EXERCISE: Lines with "Schmiede": state how many there are in the records below, and nothing else.

RECORDS SHOWN:
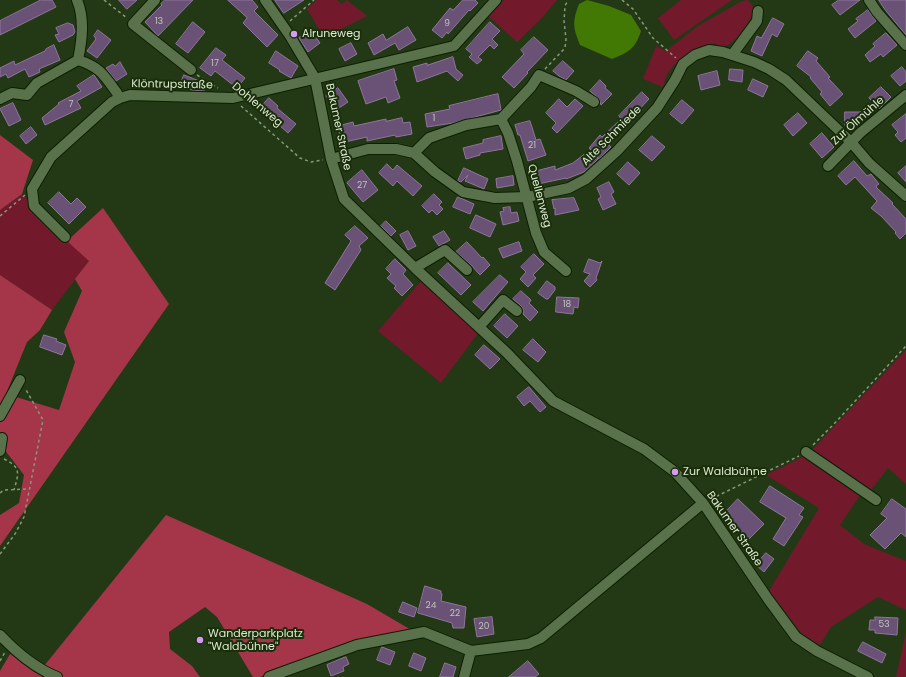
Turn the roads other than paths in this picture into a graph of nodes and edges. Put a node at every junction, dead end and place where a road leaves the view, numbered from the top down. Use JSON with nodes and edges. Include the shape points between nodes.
{"nodes":[{"id":1,"x":78,"y":0,"type":"edge"},
{"id":2,"x":155,"y":0,"type":"edge"},
{"id":3,"x":265,"y":0,"type":"edge"},
{"id":4,"x":496,"y":0,"type":"edge"},
{"id":5,"x":870,"y":0,"type":"edge"},
{"id":6,"x":758,"y":10,"type":"dead end"},
{"id":7,"x":906,"y":45,"type":"edge"},
{"id":8,"x":732,"y":55,"type":"junction"},
{"id":9,"x":78,"y":60,"type":"junction"},
{"id":10,"x":191,"y":70,"type":"road end"},
{"id":11,"x":315,"y":78,"type":"junction"},
{"id":12,"x":117,"y":93,"type":"dead end"},
{"id":13,"x":906,"y":96,"type":"edge"},
{"id":14,"x":0,"y":99,"type":"edge"},
{"id":15,"x":594,"y":102,"type":"dead end"},
{"id":16,"x":501,"y":119,"type":"junction"},
{"id":17,"x":851,"y":142,"type":"junction"},
{"id":18,"x":414,"y":153,"type":"junction"},
{"id":19,"x":331,"y":159,"type":"junction"},
{"id":20,"x":828,"y":166,"type":"dead end"},
{"id":21,"x":906,"y":196,"type":"edge"},
{"id":22,"x":527,"y":197,"type":"junction"},
{"id":23,"x":65,"y":236,"type":"dead end"},
{"id":24,"x":415,"y":268,"type":"junction"},
{"id":25,"x":467,"y":270,"type":"dead end"},
{"id":26,"x":566,"y":271,"type":"dead end"},
{"id":27,"x":517,"y":311,"type":"dead end"},
{"id":28,"x":479,"y":327,"type":"junction"},
{"id":29,"x":20,"y":380,"type":"road end"},
{"id":30,"x":0,"y":416,"type":"edge"},
{"id":31,"x":2,"y":438,"type":"dead end"},
{"id":32,"x":1,"y":450,"type":"edge"},
{"id":33,"x":806,"y":452,"type":"road end"},
{"id":34,"x":876,"y":500,"type":"dead end"},
{"id":35,"x":703,"y":503,"type":"junction"},
{"id":36,"x":0,"y":635,"type":"edge"},
{"id":37,"x":471,"y":651,"type":"junction"},
{"id":38,"x":57,"y":677,"type":"edge"},
{"id":39,"x":268,"y":677,"type":"edge"},
{"id":40,"x":464,"y":677,"type":"edge"},
{"id":41,"x":868,"y":677,"type":"edge"}],
"edges":[{"from":1,"to":9,"type":"street","via":[[82,27]]},
{"from":2,"to":10,"type":"street","via":[[133,24]]},
{"from":3,"to":11,"type":"street","name":"Bakumer Straße"},
{"from":4,"to":11,"type":"street","via":[[454,46]]},
{"from":5,"to":7,"type":"street","via":[[877,12]]},
{"from":6,"to":8,"type":"street","via":[[757,21]]},
{"from":8,"to":17,"type":"street","via":[[769,69],[786,80]]},
{"from":8,"to":22,"type":"street","name":"Alte Schmiede","via":[[709,50],[695,55],[683,64],[657,108],[586,180],[569,188]]},
{"from":9,"to":12,"type":"street","via":[[91,64],[103,73]]},
{"from":9,"to":14,"type":"street","via":[[37,83],[27,95],[12,93]]},
{"from":11,"to":19,"type":"street","name":"Bakumer Straße"},
{"from":11,"to":23,"type":"street","name":"Klöntrupstraße","via":[[233,98],[130,95],[112,102],[51,157],[32,189],[34,206]]},
{"from":13,"to":17,"type":"street","name":"Zur Ölmühle"},
{"from":15,"to":16,"type":"street","via":[[539,75]]},
{"from":16,"to":18,"type":"street","via":[[466,125],[429,138]]},
{"from":16,"to":22,"type":"street","name":"Quellenweg","via":[[508,133]]},
{"from":17,"to":20,"type":"street","name":"Zur Ölmühle"},
{"from":17,"to":21,"type":"street","via":[[869,163]]},
{"from":18,"to":19,"type":"street","via":[[396,149],[368,149]]},
{"from":18,"to":22,"type":"street","name":"Alte Schmiede","via":[[463,192],[495,198]]},
{"from":19,"to":24,"type":"street","name":"Bakumer Straße","via":[[344,199]]},
{"from":22,"to":26,"type":"street","name":"Quellenweg","via":[[536,233],[544,252]]},
{"from":24,"to":25,"type":"street","via":[[445,250]]},
{"from":24,"to":28,"type":"street","name":"Bakumer Straße"},
{"from":27,"to":28,"type":"street","via":[[503,300]]},
{"from":28,"to":35,"type":"street","name":"Bakumer Straße","via":[[553,401],[644,449],[674,472]]},
{"from":29,"to":30,"type":"street"},
{"from":31,"to":32,"type":"street"},
{"from":33,"to":34,"type":"street"},
{"from":35,"to":37,"type":"street","via":[[541,638],[528,644]]},
{"from":35,"to":41,"type":"street","name":"Bakumer Straße","via":[[796,637],[817,651]]},
{"from":36,"to":38,"type":"street","via":[[25,658]]},
{"from":37,"to":39,"type":"street","via":[[424,632],[357,645]]},
{"from":37,"to":40,"type":"street"}]}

SOLUTION FOR THIS EXERCISE: 2